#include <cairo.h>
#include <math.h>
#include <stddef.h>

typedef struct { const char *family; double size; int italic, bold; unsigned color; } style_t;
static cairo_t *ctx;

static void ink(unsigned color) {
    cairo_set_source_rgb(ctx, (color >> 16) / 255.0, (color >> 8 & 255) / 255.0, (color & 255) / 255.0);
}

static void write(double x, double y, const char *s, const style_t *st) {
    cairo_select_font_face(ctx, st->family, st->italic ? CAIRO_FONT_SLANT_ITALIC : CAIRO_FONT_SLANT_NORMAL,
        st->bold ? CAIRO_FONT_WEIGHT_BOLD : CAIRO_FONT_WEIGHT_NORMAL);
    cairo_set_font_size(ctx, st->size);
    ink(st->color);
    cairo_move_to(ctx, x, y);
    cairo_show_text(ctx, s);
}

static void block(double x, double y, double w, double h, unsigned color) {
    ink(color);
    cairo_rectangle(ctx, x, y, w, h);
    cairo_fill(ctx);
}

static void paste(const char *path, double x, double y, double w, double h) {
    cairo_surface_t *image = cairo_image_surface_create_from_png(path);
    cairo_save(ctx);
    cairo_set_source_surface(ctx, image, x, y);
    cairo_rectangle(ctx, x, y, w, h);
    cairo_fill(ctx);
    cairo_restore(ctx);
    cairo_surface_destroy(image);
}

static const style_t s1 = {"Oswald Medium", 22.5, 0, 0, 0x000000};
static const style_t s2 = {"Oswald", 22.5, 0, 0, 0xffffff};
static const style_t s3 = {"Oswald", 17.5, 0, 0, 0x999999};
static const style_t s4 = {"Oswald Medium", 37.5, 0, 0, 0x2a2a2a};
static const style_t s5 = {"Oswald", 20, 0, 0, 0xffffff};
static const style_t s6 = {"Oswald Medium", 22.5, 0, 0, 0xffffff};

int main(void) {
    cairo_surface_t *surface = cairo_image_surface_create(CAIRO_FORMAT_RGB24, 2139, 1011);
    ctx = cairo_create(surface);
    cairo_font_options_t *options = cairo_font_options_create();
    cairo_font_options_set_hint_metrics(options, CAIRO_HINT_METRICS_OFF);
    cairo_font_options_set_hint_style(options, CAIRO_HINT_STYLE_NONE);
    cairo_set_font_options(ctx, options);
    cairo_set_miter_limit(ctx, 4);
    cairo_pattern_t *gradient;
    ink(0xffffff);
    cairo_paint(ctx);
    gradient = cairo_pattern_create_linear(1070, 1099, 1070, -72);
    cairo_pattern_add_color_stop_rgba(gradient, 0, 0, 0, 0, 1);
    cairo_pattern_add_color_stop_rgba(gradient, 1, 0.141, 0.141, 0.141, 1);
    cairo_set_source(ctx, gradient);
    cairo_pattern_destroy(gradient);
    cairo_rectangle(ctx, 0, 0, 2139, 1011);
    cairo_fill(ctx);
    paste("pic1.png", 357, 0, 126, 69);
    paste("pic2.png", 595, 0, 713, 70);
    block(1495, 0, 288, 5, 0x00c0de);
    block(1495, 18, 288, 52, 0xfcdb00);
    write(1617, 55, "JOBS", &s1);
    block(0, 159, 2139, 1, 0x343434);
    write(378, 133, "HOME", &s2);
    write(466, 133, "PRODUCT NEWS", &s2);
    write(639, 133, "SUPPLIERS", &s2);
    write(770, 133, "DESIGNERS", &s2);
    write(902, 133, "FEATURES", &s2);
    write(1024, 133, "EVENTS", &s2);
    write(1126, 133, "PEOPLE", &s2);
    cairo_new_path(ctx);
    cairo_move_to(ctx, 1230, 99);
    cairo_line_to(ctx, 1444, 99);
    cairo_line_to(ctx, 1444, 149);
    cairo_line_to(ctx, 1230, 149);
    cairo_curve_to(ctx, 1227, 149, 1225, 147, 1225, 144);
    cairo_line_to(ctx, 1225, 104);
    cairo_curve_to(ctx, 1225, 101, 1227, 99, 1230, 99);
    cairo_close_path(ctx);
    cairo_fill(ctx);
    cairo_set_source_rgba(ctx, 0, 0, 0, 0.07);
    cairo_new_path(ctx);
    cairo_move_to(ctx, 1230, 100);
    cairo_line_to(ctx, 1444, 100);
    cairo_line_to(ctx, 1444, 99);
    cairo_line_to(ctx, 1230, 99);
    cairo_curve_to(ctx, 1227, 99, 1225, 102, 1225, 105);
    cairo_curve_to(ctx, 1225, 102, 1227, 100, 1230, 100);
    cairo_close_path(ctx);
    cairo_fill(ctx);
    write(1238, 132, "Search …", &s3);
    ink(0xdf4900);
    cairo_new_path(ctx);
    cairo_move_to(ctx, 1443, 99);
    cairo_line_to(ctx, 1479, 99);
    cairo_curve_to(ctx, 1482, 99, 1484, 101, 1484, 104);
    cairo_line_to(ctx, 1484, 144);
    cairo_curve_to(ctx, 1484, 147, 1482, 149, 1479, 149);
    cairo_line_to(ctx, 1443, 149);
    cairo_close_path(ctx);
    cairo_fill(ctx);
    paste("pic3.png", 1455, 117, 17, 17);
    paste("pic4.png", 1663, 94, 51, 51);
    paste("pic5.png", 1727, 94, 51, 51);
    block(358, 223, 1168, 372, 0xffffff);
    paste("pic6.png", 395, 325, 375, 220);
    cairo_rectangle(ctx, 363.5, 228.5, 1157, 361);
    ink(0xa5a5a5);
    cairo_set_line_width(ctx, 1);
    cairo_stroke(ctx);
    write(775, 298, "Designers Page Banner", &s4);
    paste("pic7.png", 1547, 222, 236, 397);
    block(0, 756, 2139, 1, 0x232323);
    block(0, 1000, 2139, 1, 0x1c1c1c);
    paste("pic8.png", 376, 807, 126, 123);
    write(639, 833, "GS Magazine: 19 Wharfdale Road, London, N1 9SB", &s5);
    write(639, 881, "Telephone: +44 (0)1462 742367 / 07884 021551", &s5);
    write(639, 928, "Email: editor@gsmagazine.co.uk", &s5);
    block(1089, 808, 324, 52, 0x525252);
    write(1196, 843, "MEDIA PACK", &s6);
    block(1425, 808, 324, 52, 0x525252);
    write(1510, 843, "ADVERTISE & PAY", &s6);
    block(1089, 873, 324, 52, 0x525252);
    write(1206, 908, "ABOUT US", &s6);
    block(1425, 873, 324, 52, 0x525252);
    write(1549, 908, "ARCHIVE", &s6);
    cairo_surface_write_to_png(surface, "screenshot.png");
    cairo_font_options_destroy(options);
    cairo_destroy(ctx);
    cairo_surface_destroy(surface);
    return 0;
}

Instructions for the task: Only the lines above from the line with "ctx = cairo_create(surface);" to the line with "cairo_pattern_t *gradient;", those two lines included, should be reproduced exactly.

Answer section:
    ctx = cairo_create(surface);
    cairo_font_options_t *options = cairo_font_options_create();
    cairo_font_options_set_hint_metrics(options, CAIRO_HINT_METRICS_OFF);
    cairo_font_options_set_hint_style(options, CAIRO_HINT_STYLE_NONE);
    cairo_set_font_options(ctx, options);
    cairo_set_miter_limit(ctx, 4);
    cairo_pattern_t *gradient;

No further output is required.